Pre-heating is one of the most important procedures you need to do prior to welding. However, the real reasons for pre-heating are different from what people generally think. In the molding industry, it’s generally assumed that tool steels should be pre-heated before welding to minimize cracking. I’m going to get geeky here for a moment: While the above is accurate, the REAL reason why mold welders pre-heat is to prevent the martensitic transformation (excess hardening in the areas around the weld area. This hardened area can result in a future problem (heat check cracking), as the mold rapidly heats and cools while in service. In layman’s terms, not pre-heating causes embitterment in areas next to the weld. In addition to all of this, pre-heating also slows down the weld contraction (the rapid heating and cooling of the weld puddle produced by welding) which allows the welder to peen the weld and minimize the sink caused in the heat affected zone. In the tooling industry, sink can become a large problem since too much sink can because problems and show up cosmetically in a molded part. Technically, pre-heating should be at the temperature above the martensitic range, but below tempering range (where the overall steel hardness can be affected). These two ranges can be very close so it is always best to err on the side of caution and keep the temperature 150 degrees lower than the martensitic to keep the mold hardness from drawing down. Mold and die steels all have different martensitic and tempering parameters, so this where the experience of the tool welder comes in to play.

Basic pre-heat guidelines

420SS–400 to 500 F

H13–600F

P20–550 F

S-7–450-550 F

**This being said, now it’s time for a reality check.**

Tip One: While tool steels should be pre-heated, the possibility of cracking around or near the welded area is actually low. However, this does NOT apply die (hard) steels, which needs to be properly pre and post heated because it can crack.

Tip Two: We live in the real world, so when a mold fails in service, time becomes paramount and the idea proper pre-heating gets thrown out the window when your customer needs something fast, as they always do.
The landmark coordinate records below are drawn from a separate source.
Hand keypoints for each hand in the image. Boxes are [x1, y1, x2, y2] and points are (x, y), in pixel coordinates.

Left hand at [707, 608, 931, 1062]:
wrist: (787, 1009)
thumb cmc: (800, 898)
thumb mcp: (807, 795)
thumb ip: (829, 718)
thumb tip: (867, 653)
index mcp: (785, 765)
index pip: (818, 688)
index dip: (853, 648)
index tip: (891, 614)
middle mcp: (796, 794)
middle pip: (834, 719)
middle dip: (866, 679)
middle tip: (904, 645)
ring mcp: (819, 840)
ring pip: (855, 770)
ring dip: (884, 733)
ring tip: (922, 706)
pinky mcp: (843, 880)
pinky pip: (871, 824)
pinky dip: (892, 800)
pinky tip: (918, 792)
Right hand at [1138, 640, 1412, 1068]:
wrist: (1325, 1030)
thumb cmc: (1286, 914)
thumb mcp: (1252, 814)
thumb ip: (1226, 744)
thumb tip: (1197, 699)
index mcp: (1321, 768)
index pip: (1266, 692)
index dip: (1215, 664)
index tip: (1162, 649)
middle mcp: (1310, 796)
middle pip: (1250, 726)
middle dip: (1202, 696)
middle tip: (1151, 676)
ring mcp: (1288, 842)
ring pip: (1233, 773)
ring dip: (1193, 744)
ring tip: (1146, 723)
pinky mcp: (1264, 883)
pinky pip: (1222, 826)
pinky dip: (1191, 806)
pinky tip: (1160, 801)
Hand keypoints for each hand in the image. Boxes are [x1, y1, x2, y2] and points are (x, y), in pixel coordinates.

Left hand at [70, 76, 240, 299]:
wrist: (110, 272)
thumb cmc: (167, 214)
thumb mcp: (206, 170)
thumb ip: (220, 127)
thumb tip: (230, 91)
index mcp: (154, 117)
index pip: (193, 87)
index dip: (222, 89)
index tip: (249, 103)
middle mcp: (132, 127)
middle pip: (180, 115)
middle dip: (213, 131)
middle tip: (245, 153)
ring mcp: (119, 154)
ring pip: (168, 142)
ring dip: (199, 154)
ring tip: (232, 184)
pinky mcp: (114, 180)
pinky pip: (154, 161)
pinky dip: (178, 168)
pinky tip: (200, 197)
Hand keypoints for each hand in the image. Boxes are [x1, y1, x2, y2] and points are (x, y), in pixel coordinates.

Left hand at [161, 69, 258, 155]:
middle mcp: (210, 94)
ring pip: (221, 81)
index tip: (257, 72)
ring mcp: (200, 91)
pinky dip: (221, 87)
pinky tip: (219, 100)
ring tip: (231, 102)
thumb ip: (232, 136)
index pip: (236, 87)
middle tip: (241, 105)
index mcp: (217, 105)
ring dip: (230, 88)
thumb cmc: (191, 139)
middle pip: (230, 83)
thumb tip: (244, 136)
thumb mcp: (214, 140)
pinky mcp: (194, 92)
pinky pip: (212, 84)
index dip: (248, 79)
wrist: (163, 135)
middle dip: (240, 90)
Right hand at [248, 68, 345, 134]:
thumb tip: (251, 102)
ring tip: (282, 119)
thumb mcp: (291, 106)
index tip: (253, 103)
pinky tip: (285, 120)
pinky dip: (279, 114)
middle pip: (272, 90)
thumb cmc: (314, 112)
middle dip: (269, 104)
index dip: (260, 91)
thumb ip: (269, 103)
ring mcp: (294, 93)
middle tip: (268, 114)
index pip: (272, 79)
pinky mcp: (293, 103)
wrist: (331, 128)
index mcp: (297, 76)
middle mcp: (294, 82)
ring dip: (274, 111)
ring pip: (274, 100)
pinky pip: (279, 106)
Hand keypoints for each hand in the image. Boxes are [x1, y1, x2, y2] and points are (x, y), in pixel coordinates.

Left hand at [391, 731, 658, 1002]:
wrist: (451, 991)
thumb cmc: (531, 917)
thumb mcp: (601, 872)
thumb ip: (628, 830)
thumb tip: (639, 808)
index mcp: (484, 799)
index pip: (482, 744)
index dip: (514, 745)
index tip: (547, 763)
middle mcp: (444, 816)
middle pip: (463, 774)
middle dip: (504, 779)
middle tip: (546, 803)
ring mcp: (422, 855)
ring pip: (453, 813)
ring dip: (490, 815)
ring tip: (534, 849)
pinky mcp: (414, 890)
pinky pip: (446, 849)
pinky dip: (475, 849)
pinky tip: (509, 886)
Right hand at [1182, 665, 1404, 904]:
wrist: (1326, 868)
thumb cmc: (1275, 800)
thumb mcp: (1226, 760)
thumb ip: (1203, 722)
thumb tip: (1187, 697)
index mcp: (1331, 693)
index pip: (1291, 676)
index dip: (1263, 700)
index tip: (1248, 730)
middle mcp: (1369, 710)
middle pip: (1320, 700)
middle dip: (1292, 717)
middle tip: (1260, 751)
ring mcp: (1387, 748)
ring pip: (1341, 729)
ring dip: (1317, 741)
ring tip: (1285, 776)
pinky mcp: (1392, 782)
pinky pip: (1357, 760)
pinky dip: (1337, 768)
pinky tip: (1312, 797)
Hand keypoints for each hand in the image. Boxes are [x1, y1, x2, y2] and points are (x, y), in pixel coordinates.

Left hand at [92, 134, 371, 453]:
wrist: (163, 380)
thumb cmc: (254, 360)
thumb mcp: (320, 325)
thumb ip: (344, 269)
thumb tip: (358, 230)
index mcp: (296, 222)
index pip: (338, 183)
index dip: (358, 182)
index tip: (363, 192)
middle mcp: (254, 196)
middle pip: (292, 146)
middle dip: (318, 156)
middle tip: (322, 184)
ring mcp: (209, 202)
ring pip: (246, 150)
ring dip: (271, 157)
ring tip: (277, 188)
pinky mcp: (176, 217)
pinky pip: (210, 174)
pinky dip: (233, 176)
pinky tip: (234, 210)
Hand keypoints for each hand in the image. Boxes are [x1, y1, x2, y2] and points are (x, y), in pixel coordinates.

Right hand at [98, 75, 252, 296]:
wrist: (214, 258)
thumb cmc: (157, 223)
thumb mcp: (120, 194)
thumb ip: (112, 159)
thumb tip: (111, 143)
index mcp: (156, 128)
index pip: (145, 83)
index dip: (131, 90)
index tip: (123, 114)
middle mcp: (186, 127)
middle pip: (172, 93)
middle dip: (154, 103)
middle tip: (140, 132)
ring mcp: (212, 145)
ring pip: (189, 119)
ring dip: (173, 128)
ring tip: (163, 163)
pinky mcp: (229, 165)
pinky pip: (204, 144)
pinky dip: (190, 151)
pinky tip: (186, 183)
Chances are that if a customer waited for his job, then it wasn’t properly pre-heated. It’s a dirty little secret between welders and mold makers, because to do it properly takes time–and you rarely have the time. In this situation, the experience of the welder comes into play, knowing exactly how to adjust the pre-heating temperatures to complete the job in a timely manner and achieve a high quality. But, anything welded should be stress relieved (post heated) by an experienced heat treatment specialist. The procedures to “push” a job along by no means replaces properly timed pre and post heating.